2.6. O Agente Arrecadador deverá repassar aos cofres públicos o valor integral do DRAM, à vista, nos prazos e condições previstos no Anexo III e, quando cabível, no instrumento aplicável, sem dedução de custos, tarifas, encargos ou quaisquer outros valores decorrentes da operação com cartão.

2.7. O Agente Arrecadador deverá disponibilizar ao Município arquivo de retorno diário, em padrão Febraban ou em leiaute técnico homologado pelo Município, compatível com os sistemas municipais e contendo todas as informações necessárias à conciliação bancária, à prestação de contas e à baixa dos débitos.

2.8. O arquivo de retorno deverá permitir a conciliação por DRAM, por transação e por repasse financeiro, com identificação das liquidações efetivadas nos respectivos DRAM.

2.9. O comprovante de recolhimento perante o Município deverá conter informações suficientes para identificação do débito pago, do DRAM, do valor recolhido e da data da operação, sem prejuízo do comprovante da operação financeira com cartão.

2.10. A ocorrência de fraude, chargeback, contestação, inadimplemento do titular do cartão ou evento semelhante não poderá reduzir, cancelar ou postergar o valor devido ao Município, cabendo ao Agente Arrecadador assumir, perante o Município, os riscos e custos correspondentes, sem prejuízo da distribuição de responsabilidades entre os demais participantes da operação, nos termos dos instrumentos que regem suas relações.

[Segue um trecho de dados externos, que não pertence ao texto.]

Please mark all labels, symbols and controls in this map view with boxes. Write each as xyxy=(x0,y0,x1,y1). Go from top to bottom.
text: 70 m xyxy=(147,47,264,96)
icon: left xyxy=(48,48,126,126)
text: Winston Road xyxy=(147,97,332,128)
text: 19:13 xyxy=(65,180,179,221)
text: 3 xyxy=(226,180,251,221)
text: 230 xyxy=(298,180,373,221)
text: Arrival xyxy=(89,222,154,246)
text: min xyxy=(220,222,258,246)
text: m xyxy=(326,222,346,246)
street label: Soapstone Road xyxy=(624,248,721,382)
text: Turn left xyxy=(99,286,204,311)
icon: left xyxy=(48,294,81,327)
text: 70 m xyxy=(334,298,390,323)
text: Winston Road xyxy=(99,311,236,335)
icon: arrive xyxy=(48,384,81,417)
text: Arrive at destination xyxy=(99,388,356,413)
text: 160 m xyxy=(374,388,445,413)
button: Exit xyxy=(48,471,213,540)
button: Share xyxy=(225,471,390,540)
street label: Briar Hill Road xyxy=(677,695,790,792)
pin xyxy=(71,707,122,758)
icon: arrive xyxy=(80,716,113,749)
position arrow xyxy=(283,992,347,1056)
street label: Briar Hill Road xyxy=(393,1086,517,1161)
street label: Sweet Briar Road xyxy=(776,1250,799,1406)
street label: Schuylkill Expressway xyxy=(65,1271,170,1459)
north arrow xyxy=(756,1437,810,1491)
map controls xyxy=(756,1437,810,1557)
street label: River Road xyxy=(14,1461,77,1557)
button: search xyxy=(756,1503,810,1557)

2.11. O estorno, cancelamento, ajuste, restituição ou reversão de pagamento que envolva receita municipal somente poderá ser efetuado após autorização expressa do órgão municipal competente e observância dos procedimentos legais e administrativos aplicáveis.

2.12. O Agente Arrecadador deverá manter sigilo e rastreabilidade sobre todas as informações acessadas ou processadas, utilizando-as exclusivamente para a arrecadação disciplinada nesta Portaria.

2.13. O Agente Arrecadador deverá manter os registros das operações, repasses, arquivos de retorno, relatórios e ocorrências pelo prazo mínimo de 5 (cinco) anos, contado da realização da operação ou do término do instrumento aplicável, o que ocorrer por último.

2.14. O Agente Arrecadador deverá disponibilizar canal de suporte técnico ao Município e aos pagadores, com condições de atendimento a dúvidas, indisponibilidades, inconsistências, contestação de informações e correção de falhas operacionais.

2.15. A entrada em produção da modalidade dependerá da conclusão dos testes de homologação, com validação da emissão do DRAM, captura da transação, repasse, arquivo de retorno, conciliação bancária, baixa do débito, emissão de comprovantes e relatórios de prestação de contas.